Cells were detached from each dish by incubation with trypsin (0.25 mg/ml) and were resuspended in 70% cold ethanol at 4℃ for 18 h after centrifugation. All the cell samples were delivered to Beijing Dingguo Biotechnology for evaluation of the cell cycle progression and death with Coulter Epics XL. Cell death was quantified as a percentage of the sub-G1 peak, which is an indicator of the cell death.

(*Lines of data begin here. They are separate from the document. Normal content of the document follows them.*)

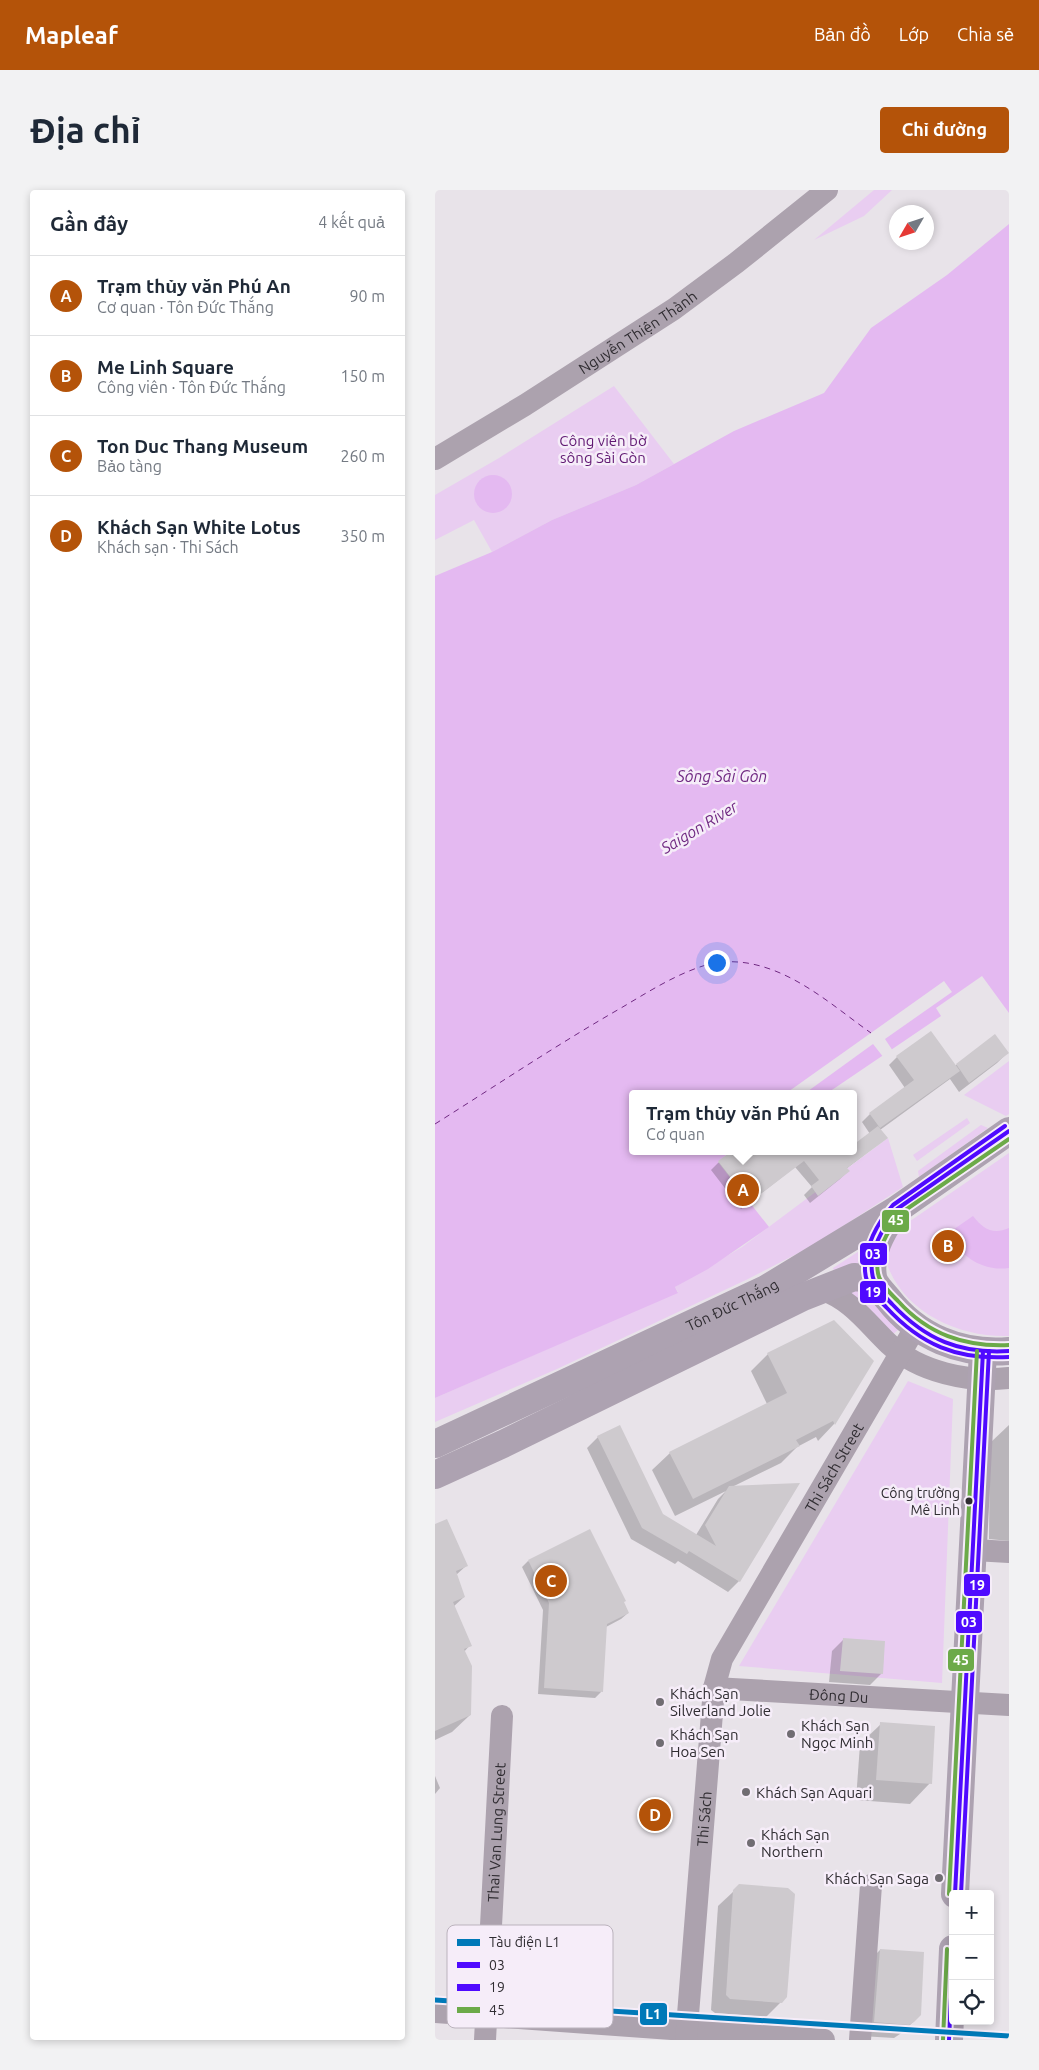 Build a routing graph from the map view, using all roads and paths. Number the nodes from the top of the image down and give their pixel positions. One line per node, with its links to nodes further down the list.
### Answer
1 (827, 190): 2 (street, Nguyễn Thiện Thành)
2 (435, 459)
3 (1009, 1131): 4 (main road, Tôn Đức Thắng)
4 (897, 1210): 5 (main road); 12 (main road, Tôn Đức Thắng)
5 (873, 1279): 6 (main road, Tôn Đức Thắng); 7 (main road)
6 (821, 1289): 9 (street); 13 (main road, Tôn Đức Thắng)
7 (915, 1328): 8 (main road); 9 (street)
8 (996, 1351): 11 (main road)
9 (900, 1353): 11 (street); 16 (street, Thi Sách)
10 (1009, 1378): 11 (street)
11 (982, 1379): 14 (main road)
12 (435, 1444)
13 (435, 1475)
14 (974, 1550): 15 (street); 17 (main road)
15 (1009, 1552)
16 (713, 1688): 17 (street, Đông Du); 25 (street, Thi Sách)
17 (964, 1703): 18 (street, Đông Du); 21 (main road)
18 (1009, 1705)
19 (502, 1716): 22 (street, Thai Van Lung Street)
20 (871, 1885): 27 (street)
21 (955, 1890)
22 (491, 1925)
23 (952, 1980): 28 (main road)
24 (612, 2028): 25 (street)
25 (686, 2035): 26 (street)
26 (824, 2040)
27 (860, 2040)
28 (949, 2040)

Hoechst/Propidium iodide nuclear staining

Morphology of cells was assessed with Hoechst 33342/PI nuclear staining and viewed by fluorescence microscopy. Cells were harvested, stained with Hoechst and PI, and visualized with a Nikon digital DXM 1200 F camera. A minimum of 200 cells were counted and classified as follows: (I) live cells (normal nuclei: blue chromatin with organized structure); (II) membrane-intact apoptotic cells (bright blue chromatin, which is highly condensed, emarginated, or fragmented); (III) necrotic cells (red, enlarged nuclei with smooth normal structure); (IV) membrane-permeable apoptotic cells (bright red chromatin, highly condensed or fragmented); (V) pyknotic/necrotic cells (dense, bright red, slightly condensed nuclei, sometimes divided into 2 or 3 spheres).

Statistical analysis

Group data are expressed as means ± SEM. Differences between 2 groups were analyzed by unpaired Student's t-test. Differences between three or more groups were analyzed by one-way ANOVA followed by Student-Newman-Keuls test. P < 0.05 was considered statistically significant.